②貸付金利息は損金算入することができる(配当は課税済み利益の還流)

 そのために本日は親子ローンに関する事業資金の貸付利息を主な論点としてお話ししようと思っています。それでは下記の概要をご覧ください。

<概要>
1.日本本社はメキシコ子会社に対して事業資金をペソ建て、返済期限5年間で貸し付けを行っている。
2.メキシコ子会社は借入金総額の5%をペソ建てで日本本社に支払っている。
3.日本本社は日本の銀行から資金の借り入れを行っているが、当該借入金の金利は5%である。
4.メキシコ子会社に業績悪化の事実はない。
5.メキシコ子会社は資本金の3倍を超える借入は行っていない。
※上記利率は概算の利率であり、実際の利率とはかい離する可能性があります。

<解説>
親子ローンに関する主な論点は利息に関する移転価格(メキシコの様に国によっては過少資本税制についても注意)となるために、上記の概要では貸付金金利5%が独立企業間価格として適切か否かが問題となります。
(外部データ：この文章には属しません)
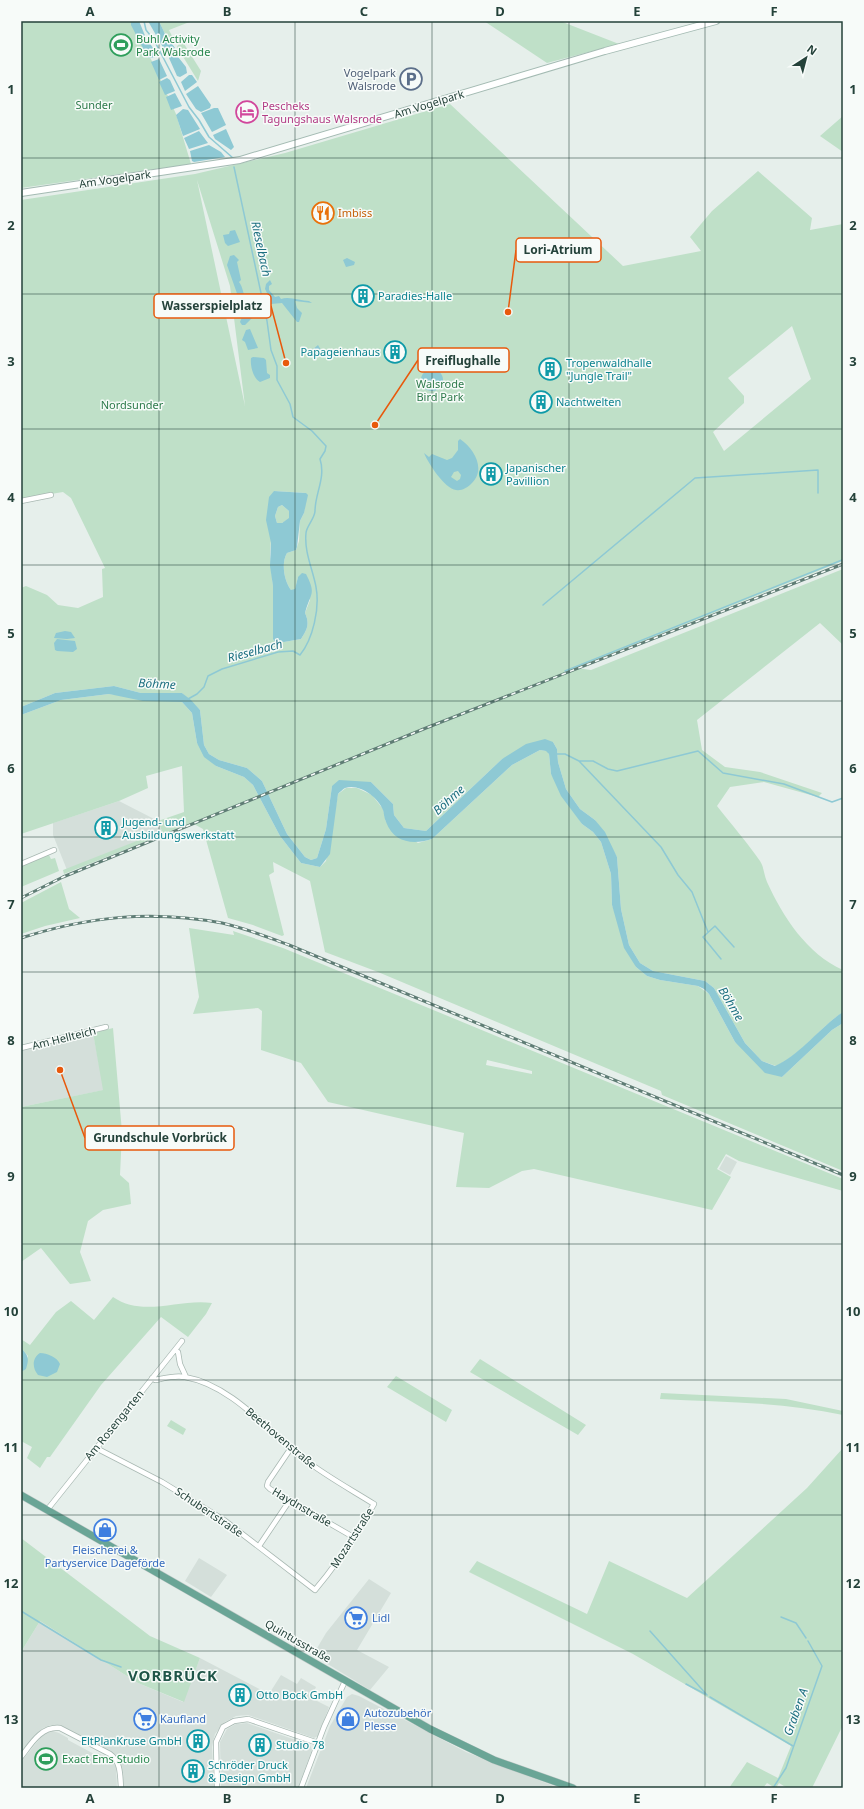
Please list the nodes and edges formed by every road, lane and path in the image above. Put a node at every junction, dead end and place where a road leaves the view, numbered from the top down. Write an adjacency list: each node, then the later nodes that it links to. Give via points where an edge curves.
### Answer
1 (716, 21): 2 (street, Am Vogelpark, via 598,53 240,160)
2 (21, 193)
3 (51, 495): 4 (street)
4 (21, 501)
5 (54, 850): 6 (street)
6 (21, 864)
7 (106, 1027): 8 (street, Am Hellteich)
8 (21, 1048)
9 (182, 1341): 10 (street, Am Rosengarten)
10 (175, 1350): 11 (street, via 178,1352); 12 (street, Am Rosengarten)
11 (186, 1377): 12 (street, Beethovenstraße, via 155,1380); 14 (street, Beethovenstraße, via 219,1390 233,1399)
12 (152, 1378): 13 (street, Am Rosengarten)
13 (96, 1448): 18 (street, Am Rosengarten); 20 (street, Schubertstraße, via 185,1495)
14 (291, 1448): 16 (street, Haydnstraße, via 267,1486); 17 (street, Beethovenstraße, via 316,1468)
15 (21, 1495): 18 (main road, Quintusstraße)
16 (290, 1500): 19 (street, Haydnstraße); 20 (street)
17 (374, 1504): 19 (street, Mozartstraße)
18 (47, 1510): 22 (main road, Quintusstraße)
19 (355, 1538): 21 (street, Mozartstraße)
20 (259, 1546): 21 (street, Schubertstraße)
21 (315, 1590)
22 (345, 1681): 23 (street); 28 (main road, Quintusstraße, via 464,1747 527,1773)
23 (318, 1743): 26 (street, via 248,1719 234,1720 223,1727 216,1742); 27 (street)
24 (21, 1757): 25 (street, via 47,1729 60,1728 116,1759)
25 (121, 1788)
26 (217, 1788)
27 (301, 1788)
28 (573, 1788)

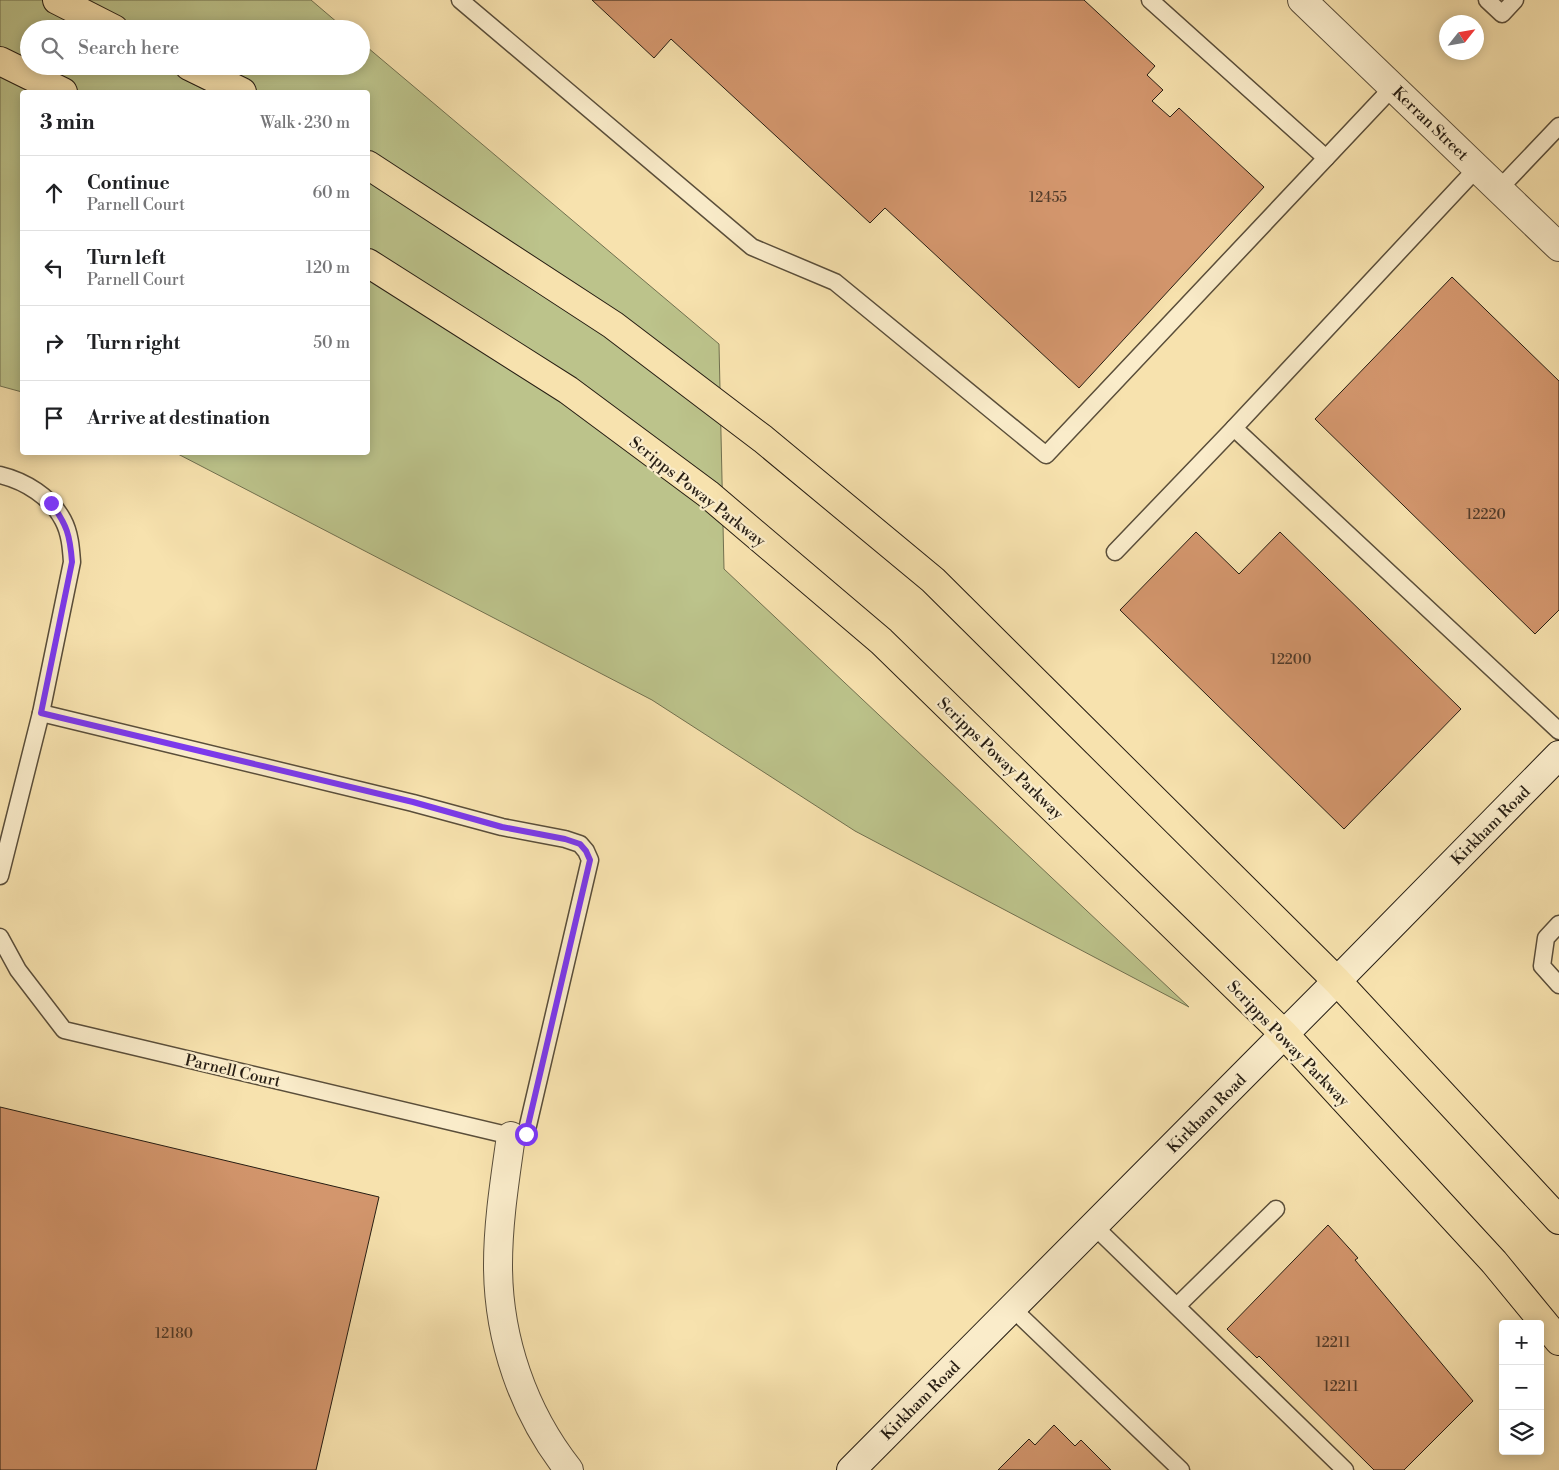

移転価格税制においては次の様に貸付金利の検討を行います。
①実際の取引金利:原則的な方法
②市場金利:借手の銀行調達利率による方法
③市場金利:貸手の銀行調達利率による方法
④市場金利:国債等の運用利率による方法
※優先順位は番号順

 移転価格税制では、国外関連者間取引には独立企業間価格が求められているために、貸付金金利についても独立企業間の独立した条件で貸付が行われた場合の利率によることが求められます。ただし、内部の非関連者間取引(独立企業間の
取引)は多くないことから、情報が取りづらい可能性もあります。その場合には、上記の具体例のように市場金利を使った方法を検討することとなります。銀行からの調達利率の情報等もえることができない場合には、国債等の運用利率による方法を検討することとなりますが、客観的ではないために優先順位は低くなります。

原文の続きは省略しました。